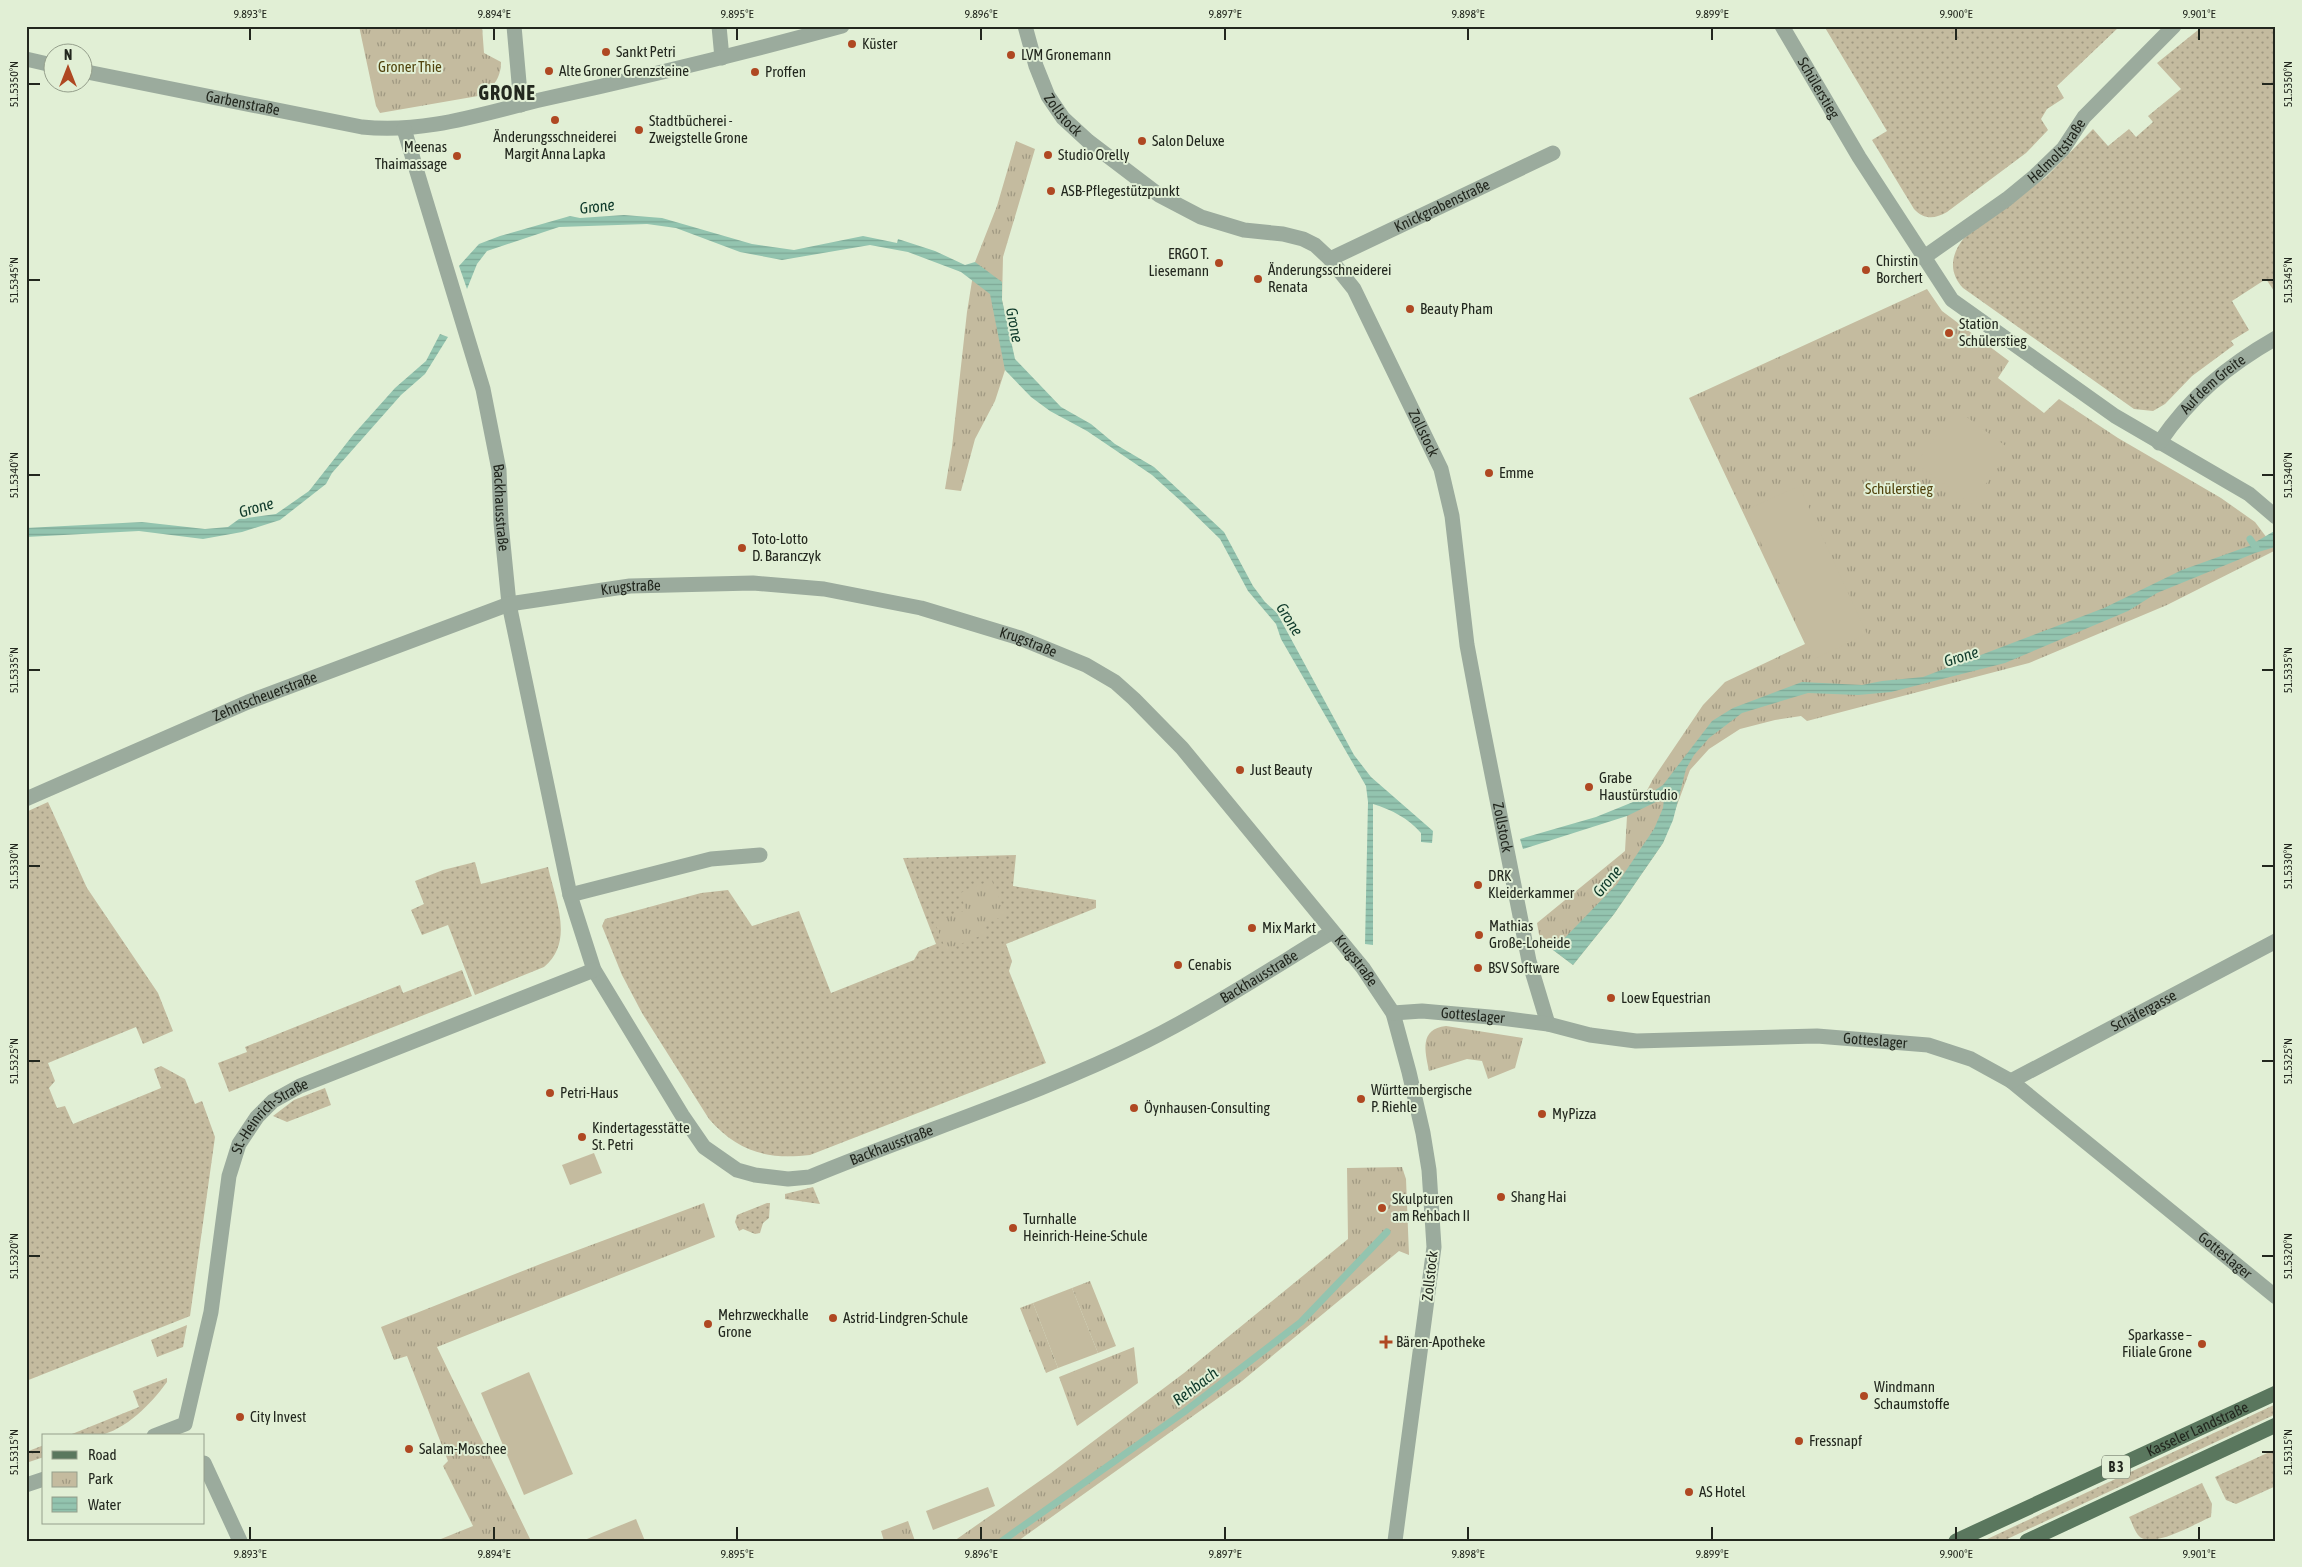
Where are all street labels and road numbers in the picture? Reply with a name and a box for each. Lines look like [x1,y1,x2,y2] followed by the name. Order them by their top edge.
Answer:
[1794,54,1844,122] street label: Schülerstieg
[204,87,282,118] street label: Garbenstraße
[1041,90,1086,140] street label: Zollstock
[2024,115,2089,187] street label: Helmoltstraße
[1391,175,1492,235] street label: Knickgrabenstraße
[2176,351,2248,417] street label: Auf dem Greite
[1405,406,1443,460] street label: Zollstock
[490,462,513,552] street label: Backhausstraße
[600,576,661,598] street label: Krugstraße
[998,623,1060,660] street label: Krugstraße
[210,668,319,724] street label: Zehntscheuerstraße
[1490,801,1516,854] street label: Zollstock
[1331,931,1382,989] street label: Krugstraße
[1217,946,1301,1006] street label: Backhausstraße
[2108,986,2179,1035] street label: Schäfergasse
[1440,1004,1506,1026] street label: Gotteslager
[1843,1029,1908,1051] street label: Gotteslager
[228,1075,310,1156] street label: St.-Heinrich-Straße
[847,1121,935,1168] street label: Backhausstraße
[2195,1228,2256,1282] street label: Gotteslager
[1418,1250,1441,1302] street label: Zollstock
[2144,1398,2251,1460] street label: Kasseler Landstraße
[2102,1455,2130,1478] road number: B 3

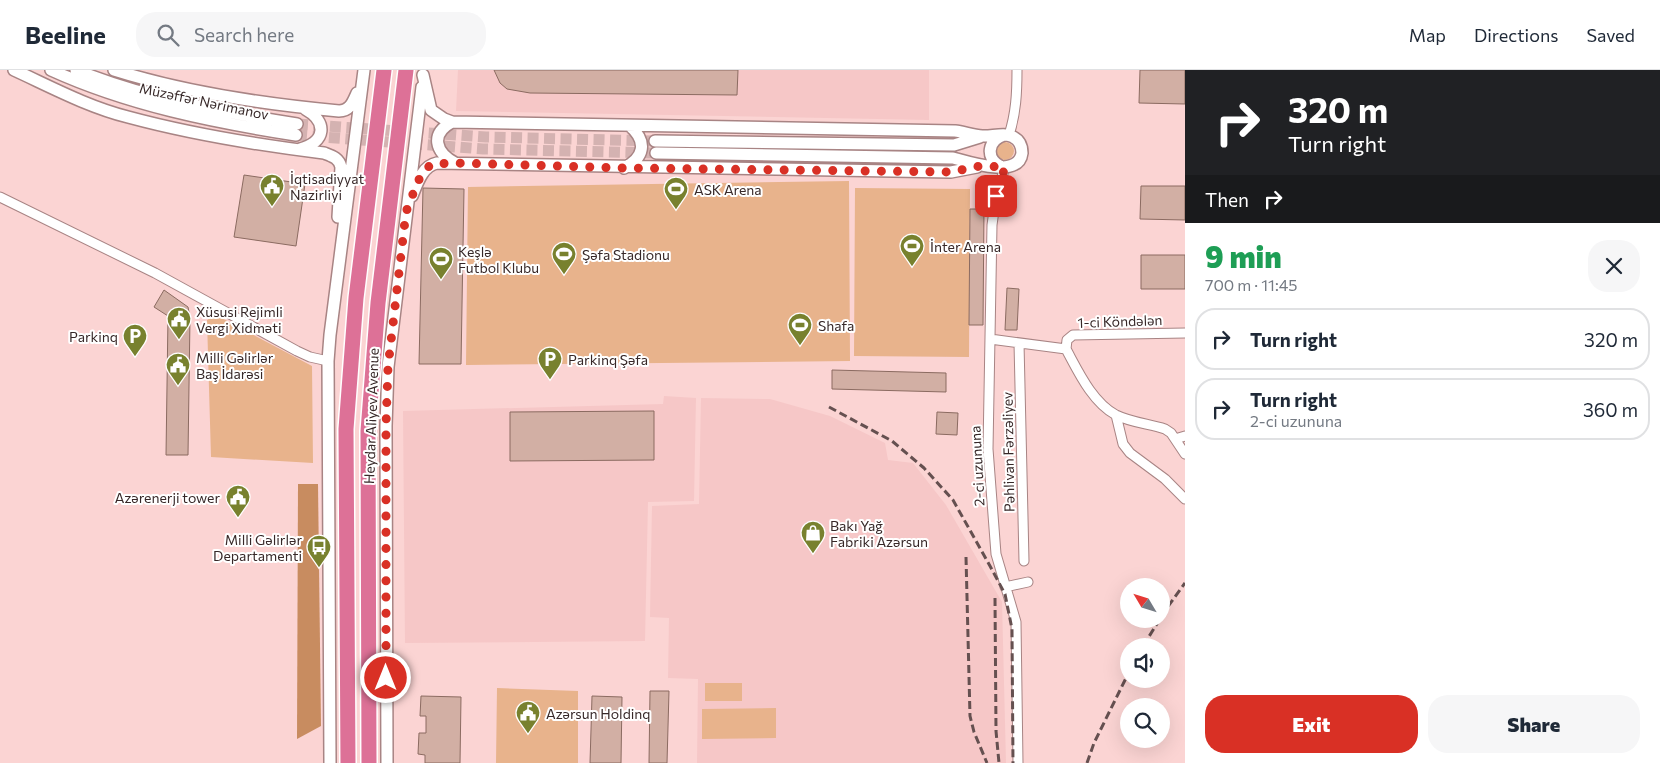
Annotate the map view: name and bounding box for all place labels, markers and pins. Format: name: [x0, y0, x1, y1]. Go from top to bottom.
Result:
place label: İqtisadiyyat Nazirliyi: [290, 170, 364, 203]
public building icon: İqtisadiyyat Nazirliyi: [259, 173, 285, 207]
pin: [975, 175, 1017, 217]
sports icon: ASK Arena: [663, 176, 689, 210]
place label: ASK Arena: [694, 181, 762, 198]
sports icon: İnter Arena: [899, 233, 925, 267]
place label: İnter Arena: [930, 238, 1001, 255]
sports icon: Şəfa Stadionu: [551, 241, 577, 275]
place label: Keşlə Futbol Klubu: [458, 243, 539, 276]
sports icon: Keşlə Futbol Klubu: [428, 246, 454, 280]
place label: Şəfa Stadionu: [582, 246, 670, 263]
place label: Xüsusi Rejimli Vergi Xidməti: [196, 303, 283, 336]
public building icon: Xüsusi Rejimli Vergi Xidməti: [166, 306, 192, 340]
sports icon: Shafa: [787, 312, 813, 346]
place label: Shafa: [818, 317, 854, 334]
parking icon: Parkinq: [122, 323, 148, 357]
place label: Parkinq: [69, 328, 118, 345]
parking icon: Parkinq Şəfa: [537, 346, 563, 380]
place label: Milli Gəlirlər Baş İdarəsi: [196, 349, 274, 382]
place label: Parkinq Şəfa: [568, 351, 648, 368]
public building icon: Milli Gəlirlər Baş İdarəsi: [165, 352, 191, 386]
public building icon: Azərenerji tower: [225, 484, 251, 518]
place label: Azərenerji tower: [115, 489, 220, 506]
place label: Bakı Yağ Fabriki Azərsun: [830, 517, 928, 550]
shop icon: Bakı Yağ Fabriki Azərsun: [800, 520, 826, 554]
place label: Milli Gəlirlər Departamenti: [213, 531, 302, 564]
bus stop icon: Milli Gəlirlər Departamenti: [306, 534, 332, 568]
public building icon: Azərsun Holdinq: [515, 700, 541, 734]
place label: Azərsun Holdinq: [546, 705, 651, 722]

::::

## [Task to complete]
Check each line above for the string "Vergi" and copy every line that has it.

## [Response for this exercise]
place label: Xüsusi Rejimli Vergi Xidməti: [196, 303, 283, 336]
public building icon: Xüsusi Rejimli Vergi Xidməti: [166, 306, 192, 340]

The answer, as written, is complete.